III. The following article gives background information on the American Cancer Society’s studies of Cancer Survivors, data from which was used in our present study:
Smith, T., Stein, K. D., Mehta, C. C., Kaw, C., Kepner, J. L., Buskirk, T., Stafford, J. and Baker, F. "The rationale, design, and implementation of the American Cancer Society's studies of cancer survivors." Cancer 109, no. 1 (January 1, 2007): 1-12. [(Abstract:) The American Cancer Society (ACS) defines cancer survivorship as beginning at diagnosis with cancer and continuing for the balance of life and views quality of life (QOL) as a key outcome. In this article, the authors describe the rationale, methodology, and sample characteristics of the 2 ACS Studies of Cancer Survivors (SCS): 1) a longitudinal study identifying and surveying survivors approximately 1 year postdiagnosis that includes plans to resurvey the panel at 2 years, 7 years, and 12 years postdiagnosis to identify predictors of QOL; and 2) a cross-sectional study of QOL among 3 separate cohorts of survivors who were approximately 3 years, 6 years, and 11 years postdiagnosis at the time of data collection.

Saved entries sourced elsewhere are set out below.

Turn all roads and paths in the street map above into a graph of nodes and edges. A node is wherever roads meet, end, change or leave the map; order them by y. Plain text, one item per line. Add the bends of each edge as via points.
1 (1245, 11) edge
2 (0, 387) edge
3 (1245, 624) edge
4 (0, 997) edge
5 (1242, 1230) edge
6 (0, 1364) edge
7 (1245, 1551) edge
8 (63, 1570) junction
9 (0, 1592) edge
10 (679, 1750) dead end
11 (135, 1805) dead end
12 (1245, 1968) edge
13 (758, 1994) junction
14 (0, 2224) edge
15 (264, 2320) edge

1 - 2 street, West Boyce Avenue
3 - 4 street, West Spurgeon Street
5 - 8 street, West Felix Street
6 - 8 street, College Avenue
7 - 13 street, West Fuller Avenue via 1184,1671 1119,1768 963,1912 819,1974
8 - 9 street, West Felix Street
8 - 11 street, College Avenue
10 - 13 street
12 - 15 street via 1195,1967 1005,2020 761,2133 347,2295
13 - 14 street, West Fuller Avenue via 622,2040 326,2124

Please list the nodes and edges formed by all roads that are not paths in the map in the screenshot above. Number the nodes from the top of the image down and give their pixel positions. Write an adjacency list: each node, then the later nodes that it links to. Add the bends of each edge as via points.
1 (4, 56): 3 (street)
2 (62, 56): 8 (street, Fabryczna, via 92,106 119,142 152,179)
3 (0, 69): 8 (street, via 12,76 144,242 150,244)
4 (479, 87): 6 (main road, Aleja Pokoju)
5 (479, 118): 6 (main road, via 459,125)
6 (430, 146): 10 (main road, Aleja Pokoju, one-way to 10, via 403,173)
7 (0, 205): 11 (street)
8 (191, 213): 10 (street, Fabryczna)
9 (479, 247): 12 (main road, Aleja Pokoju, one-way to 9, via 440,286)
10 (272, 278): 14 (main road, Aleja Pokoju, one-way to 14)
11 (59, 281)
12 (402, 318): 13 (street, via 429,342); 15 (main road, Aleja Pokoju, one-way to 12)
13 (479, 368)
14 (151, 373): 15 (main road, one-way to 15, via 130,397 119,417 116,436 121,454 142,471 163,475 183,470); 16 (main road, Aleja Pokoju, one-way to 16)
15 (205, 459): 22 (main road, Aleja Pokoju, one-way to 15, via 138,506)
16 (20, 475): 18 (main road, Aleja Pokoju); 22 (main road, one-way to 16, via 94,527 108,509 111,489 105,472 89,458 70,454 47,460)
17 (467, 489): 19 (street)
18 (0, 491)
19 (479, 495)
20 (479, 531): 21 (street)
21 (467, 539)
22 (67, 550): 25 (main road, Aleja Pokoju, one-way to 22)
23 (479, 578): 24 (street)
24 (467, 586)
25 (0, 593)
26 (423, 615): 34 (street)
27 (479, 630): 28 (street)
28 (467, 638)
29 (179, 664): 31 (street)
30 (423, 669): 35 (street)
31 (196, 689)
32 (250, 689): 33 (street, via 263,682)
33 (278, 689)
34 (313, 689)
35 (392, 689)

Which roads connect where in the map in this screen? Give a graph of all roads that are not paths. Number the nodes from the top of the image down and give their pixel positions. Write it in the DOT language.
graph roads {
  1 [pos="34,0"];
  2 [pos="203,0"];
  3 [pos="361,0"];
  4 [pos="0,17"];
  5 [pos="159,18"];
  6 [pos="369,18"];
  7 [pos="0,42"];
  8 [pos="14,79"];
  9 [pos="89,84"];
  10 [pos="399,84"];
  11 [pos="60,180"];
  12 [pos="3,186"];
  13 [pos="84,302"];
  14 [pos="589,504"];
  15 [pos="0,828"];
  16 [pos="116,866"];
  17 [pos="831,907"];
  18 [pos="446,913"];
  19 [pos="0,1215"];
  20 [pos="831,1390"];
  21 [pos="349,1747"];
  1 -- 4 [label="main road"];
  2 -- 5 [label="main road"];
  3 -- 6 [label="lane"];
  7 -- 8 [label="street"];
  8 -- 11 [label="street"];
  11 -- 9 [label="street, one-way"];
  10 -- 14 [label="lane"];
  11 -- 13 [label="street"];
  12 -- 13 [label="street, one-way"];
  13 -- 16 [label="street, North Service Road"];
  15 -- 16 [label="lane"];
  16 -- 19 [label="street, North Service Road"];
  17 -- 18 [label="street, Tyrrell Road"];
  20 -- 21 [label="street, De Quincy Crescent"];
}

Survivors of prostate, breast, lung, colorectal, bladder, skin, kidney, ovarian, and uterine cancers and of non-Hodgkin lymphoma were sampled from 25 different central cancer registries, with African-American and Hispanic survivors over sampled. Survivors completed either mail or telephone surveys that described their physical, psychological, social, and spiritual functioning. The overall recruitment rate was 34.0%; 15411 participants completed surveys, of whom 40.1% had a high school education or less and 19.4% were racial/ethnic minorities. The SCS surveys provide a large diagnostically, geographically, and demographically diverse database on cancer survivorship that was designed to overcome some of the limitations of past research. Future reports will compare QOL of survivors at different well-defined times postdiagnosis, investigate the issues of understudied populations and diagnostic groups, and describe survivor QOL at state levels. Insights valuable to those considering registry-based studies are offered on issues of ascertainment, sampling, and recruitment.]